- WHAT IS BEING ASKED:
What is needed here is every line of the records that includes "الخوير".

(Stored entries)
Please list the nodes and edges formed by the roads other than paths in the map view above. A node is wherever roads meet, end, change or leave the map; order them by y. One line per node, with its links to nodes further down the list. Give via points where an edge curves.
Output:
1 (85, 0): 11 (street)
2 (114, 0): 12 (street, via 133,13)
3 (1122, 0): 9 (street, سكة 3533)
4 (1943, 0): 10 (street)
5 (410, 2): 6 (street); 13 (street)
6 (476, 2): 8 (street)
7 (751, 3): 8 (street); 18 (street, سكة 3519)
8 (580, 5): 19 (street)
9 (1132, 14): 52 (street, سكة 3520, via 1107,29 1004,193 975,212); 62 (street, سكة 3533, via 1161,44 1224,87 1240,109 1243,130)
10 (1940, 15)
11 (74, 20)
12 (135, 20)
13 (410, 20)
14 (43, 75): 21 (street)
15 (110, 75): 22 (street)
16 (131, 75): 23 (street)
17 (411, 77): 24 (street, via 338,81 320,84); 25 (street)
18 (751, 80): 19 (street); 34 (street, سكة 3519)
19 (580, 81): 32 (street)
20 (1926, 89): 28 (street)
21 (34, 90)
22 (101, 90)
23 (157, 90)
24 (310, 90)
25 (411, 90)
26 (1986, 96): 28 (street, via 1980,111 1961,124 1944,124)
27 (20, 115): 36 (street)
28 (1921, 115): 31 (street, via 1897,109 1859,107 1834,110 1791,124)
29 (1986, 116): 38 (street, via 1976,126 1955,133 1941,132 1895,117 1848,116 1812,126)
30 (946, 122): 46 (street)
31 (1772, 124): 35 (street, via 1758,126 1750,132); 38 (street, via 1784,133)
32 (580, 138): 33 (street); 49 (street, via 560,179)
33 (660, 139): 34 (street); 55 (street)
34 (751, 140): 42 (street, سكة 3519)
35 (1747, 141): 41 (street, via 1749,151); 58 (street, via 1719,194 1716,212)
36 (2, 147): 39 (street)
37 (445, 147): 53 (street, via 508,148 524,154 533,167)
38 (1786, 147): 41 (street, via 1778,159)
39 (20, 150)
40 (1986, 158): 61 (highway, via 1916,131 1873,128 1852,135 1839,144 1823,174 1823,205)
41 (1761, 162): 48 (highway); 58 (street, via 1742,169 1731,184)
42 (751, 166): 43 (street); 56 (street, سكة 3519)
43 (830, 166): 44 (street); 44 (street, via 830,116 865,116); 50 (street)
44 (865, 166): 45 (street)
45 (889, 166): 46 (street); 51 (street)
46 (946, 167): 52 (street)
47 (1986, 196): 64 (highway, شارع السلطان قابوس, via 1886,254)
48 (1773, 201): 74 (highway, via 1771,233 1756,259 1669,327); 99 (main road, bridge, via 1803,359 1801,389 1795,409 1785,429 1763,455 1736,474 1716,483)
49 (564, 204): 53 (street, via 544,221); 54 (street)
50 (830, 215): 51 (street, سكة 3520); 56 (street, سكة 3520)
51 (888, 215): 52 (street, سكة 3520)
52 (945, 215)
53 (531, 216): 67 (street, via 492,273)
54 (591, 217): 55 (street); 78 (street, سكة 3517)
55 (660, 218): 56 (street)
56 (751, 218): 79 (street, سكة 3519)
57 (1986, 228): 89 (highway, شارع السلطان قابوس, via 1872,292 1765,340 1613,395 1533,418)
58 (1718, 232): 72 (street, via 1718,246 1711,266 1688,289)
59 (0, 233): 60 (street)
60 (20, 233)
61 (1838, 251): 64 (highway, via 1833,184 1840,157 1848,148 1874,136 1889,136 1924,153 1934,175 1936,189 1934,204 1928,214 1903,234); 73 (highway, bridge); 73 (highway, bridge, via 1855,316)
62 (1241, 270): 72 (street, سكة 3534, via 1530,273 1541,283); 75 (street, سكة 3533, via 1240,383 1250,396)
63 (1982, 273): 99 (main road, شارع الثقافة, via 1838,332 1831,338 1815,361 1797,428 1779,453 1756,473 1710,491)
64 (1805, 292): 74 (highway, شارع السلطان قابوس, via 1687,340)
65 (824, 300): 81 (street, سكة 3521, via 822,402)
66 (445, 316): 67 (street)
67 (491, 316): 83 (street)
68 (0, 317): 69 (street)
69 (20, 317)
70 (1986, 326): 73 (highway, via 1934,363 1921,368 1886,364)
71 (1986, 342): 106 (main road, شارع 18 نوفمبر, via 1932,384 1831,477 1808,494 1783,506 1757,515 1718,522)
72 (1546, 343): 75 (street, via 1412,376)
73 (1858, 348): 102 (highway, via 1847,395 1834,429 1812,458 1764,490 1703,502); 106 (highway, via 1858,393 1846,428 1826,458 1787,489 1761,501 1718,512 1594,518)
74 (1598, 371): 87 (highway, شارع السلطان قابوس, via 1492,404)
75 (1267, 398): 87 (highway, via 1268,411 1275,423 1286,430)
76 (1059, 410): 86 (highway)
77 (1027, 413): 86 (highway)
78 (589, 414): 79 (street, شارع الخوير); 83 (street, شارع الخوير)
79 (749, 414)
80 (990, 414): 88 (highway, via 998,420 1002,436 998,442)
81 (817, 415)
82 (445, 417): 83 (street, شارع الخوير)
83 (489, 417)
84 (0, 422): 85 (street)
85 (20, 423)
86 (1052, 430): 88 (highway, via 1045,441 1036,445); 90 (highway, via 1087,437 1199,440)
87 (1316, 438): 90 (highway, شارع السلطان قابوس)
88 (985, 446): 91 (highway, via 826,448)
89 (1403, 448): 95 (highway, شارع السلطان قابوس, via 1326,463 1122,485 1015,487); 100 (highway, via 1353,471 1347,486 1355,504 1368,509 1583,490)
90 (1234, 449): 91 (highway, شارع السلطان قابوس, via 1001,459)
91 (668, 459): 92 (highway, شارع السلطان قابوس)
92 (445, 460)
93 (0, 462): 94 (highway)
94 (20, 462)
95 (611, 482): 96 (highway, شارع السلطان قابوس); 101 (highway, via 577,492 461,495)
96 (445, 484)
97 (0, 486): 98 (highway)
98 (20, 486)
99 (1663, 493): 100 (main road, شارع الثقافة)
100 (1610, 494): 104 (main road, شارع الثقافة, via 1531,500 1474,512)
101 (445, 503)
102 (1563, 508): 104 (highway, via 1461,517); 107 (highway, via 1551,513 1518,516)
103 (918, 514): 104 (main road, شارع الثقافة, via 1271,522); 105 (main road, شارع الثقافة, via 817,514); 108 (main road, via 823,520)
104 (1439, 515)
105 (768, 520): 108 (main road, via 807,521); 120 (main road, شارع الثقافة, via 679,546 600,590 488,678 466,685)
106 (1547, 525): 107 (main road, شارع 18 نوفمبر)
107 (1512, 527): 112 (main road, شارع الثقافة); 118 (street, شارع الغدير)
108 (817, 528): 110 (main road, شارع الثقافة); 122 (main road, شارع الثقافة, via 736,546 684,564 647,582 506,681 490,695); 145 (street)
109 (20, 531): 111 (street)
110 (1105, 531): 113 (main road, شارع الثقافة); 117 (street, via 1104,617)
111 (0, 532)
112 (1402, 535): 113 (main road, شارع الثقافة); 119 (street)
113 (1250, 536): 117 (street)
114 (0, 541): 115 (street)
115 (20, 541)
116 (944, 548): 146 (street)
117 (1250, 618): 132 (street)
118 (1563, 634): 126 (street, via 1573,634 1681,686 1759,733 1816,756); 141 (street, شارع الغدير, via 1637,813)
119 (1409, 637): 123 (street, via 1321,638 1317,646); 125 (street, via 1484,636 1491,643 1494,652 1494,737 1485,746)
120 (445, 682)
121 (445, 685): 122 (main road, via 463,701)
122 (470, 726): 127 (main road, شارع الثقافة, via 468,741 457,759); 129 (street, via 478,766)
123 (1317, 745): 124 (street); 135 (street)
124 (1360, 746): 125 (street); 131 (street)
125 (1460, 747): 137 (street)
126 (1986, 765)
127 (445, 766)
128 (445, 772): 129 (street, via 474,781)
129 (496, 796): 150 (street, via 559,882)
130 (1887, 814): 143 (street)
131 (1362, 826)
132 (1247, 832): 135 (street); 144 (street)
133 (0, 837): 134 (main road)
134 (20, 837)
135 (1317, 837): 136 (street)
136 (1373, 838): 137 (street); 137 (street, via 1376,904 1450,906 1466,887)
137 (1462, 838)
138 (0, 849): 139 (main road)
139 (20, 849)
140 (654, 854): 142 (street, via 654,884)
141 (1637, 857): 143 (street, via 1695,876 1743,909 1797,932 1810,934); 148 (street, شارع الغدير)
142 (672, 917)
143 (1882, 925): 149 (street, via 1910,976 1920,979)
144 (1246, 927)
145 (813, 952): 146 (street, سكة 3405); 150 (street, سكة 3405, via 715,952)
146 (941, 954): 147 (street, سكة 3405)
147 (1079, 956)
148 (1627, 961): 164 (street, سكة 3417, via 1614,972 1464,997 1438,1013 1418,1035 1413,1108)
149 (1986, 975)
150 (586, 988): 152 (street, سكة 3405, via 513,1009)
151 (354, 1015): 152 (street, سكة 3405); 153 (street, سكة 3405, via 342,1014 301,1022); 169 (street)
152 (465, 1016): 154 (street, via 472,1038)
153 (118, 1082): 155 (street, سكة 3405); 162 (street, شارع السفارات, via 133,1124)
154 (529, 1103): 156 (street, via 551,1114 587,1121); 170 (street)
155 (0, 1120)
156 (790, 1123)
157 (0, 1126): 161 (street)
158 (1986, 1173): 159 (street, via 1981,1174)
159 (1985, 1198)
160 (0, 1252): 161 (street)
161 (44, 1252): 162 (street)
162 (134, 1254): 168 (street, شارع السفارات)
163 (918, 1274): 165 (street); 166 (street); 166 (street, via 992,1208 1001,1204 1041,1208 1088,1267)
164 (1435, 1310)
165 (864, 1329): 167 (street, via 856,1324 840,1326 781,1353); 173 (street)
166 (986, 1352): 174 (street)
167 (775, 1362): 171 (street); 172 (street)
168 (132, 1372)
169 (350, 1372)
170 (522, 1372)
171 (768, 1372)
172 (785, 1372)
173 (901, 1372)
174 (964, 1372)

- EXERCISE RESULT:
78 (589, 414): 79 (street, شارع الخوير); 83 (street, شارع الخوير)
82 (445, 417): 83 (street, شارع الخوير)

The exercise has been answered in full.